Collected data entries:
—————

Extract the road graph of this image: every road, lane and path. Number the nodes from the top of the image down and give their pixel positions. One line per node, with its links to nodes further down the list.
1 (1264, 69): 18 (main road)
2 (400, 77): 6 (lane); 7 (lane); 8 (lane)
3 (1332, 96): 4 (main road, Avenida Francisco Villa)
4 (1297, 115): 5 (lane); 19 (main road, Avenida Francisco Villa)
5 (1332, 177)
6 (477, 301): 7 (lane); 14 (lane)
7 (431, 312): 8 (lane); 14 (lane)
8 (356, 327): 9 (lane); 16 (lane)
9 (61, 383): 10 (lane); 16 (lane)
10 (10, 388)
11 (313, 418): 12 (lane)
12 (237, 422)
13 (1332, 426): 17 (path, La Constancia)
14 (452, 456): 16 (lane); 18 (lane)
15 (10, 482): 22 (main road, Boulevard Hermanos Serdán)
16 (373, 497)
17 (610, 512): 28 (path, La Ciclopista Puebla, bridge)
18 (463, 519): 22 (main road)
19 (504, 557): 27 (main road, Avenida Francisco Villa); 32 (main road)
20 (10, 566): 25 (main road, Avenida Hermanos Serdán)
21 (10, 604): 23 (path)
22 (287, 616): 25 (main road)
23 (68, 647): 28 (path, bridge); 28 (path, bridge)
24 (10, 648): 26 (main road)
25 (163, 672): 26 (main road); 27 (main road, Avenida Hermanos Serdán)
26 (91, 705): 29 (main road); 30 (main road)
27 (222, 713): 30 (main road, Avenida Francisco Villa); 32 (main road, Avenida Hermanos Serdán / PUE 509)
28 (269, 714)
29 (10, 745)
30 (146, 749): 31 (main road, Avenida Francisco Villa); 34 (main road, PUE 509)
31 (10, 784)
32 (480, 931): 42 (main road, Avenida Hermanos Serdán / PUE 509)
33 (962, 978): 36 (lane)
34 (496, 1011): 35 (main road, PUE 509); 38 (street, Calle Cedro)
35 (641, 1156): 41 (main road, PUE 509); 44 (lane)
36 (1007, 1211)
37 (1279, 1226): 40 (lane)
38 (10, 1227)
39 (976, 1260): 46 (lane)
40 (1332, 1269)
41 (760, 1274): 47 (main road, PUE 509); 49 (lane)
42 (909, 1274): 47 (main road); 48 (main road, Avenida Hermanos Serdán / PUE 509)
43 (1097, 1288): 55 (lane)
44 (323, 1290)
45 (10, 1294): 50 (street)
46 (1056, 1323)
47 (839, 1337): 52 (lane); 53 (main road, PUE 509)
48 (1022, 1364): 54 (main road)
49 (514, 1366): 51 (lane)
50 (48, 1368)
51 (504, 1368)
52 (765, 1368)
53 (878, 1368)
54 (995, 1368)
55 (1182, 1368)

—————

EXERCISE OBJECTIVE:
All of the data must be returned exactly.

YOUR RESPONSE:
Extract the road graph of this image: every road, lane and path. Number the nodes from the top of the image down and give their pixel positions. One line per node, with its links to nodes further down the list.
1 (1264, 69): 18 (main road)
2 (400, 77): 6 (lane); 7 (lane); 8 (lane)
3 (1332, 96): 4 (main road, Avenida Francisco Villa)
4 (1297, 115): 5 (lane); 19 (main road, Avenida Francisco Villa)
5 (1332, 177)
6 (477, 301): 7 (lane); 14 (lane)
7 (431, 312): 8 (lane); 14 (lane)
8 (356, 327): 9 (lane); 16 (lane)
9 (61, 383): 10 (lane); 16 (lane)
10 (10, 388)
11 (313, 418): 12 (lane)
12 (237, 422)
13 (1332, 426): 17 (path, La Constancia)
14 (452, 456): 16 (lane); 18 (lane)
15 (10, 482): 22 (main road, Boulevard Hermanos Serdán)
16 (373, 497)
17 (610, 512): 28 (path, La Ciclopista Puebla, bridge)
18 (463, 519): 22 (main road)
19 (504, 557): 27 (main road, Avenida Francisco Villa); 32 (main road)
20 (10, 566): 25 (main road, Avenida Hermanos Serdán)
21 (10, 604): 23 (path)
22 (287, 616): 25 (main road)
23 (68, 647): 28 (path, bridge); 28 (path, bridge)
24 (10, 648): 26 (main road)
25 (163, 672): 26 (main road); 27 (main road, Avenida Hermanos Serdán)
26 (91, 705): 29 (main road); 30 (main road)
27 (222, 713): 30 (main road, Avenida Francisco Villa); 32 (main road, Avenida Hermanos Serdán / PUE 509)
28 (269, 714)
29 (10, 745)
30 (146, 749): 31 (main road, Avenida Francisco Villa); 34 (main road, PUE 509)
31 (10, 784)
32 (480, 931): 42 (main road, Avenida Hermanos Serdán / PUE 509)
33 (962, 978): 36 (lane)
34 (496, 1011): 35 (main road, PUE 509); 38 (street, Calle Cedro)
35 (641, 1156): 41 (main road, PUE 509); 44 (lane)
36 (1007, 1211)
37 (1279, 1226): 40 (lane)
38 (10, 1227)
39 (976, 1260): 46 (lane)
40 (1332, 1269)
41 (760, 1274): 47 (main road, PUE 509); 49 (lane)
42 (909, 1274): 47 (main road); 48 (main road, Avenida Hermanos Serdán / PUE 509)
43 (1097, 1288): 55 (lane)
44 (323, 1290)
45 (10, 1294): 50 (street)
46 (1056, 1323)
47 (839, 1337): 52 (lane); 53 (main road, PUE 509)
48 (1022, 1364): 54 (main road)
49 (514, 1366): 51 (lane)
50 (48, 1368)
51 (504, 1368)
52 (765, 1368)
53 (878, 1368)
54 (995, 1368)
55 (1182, 1368)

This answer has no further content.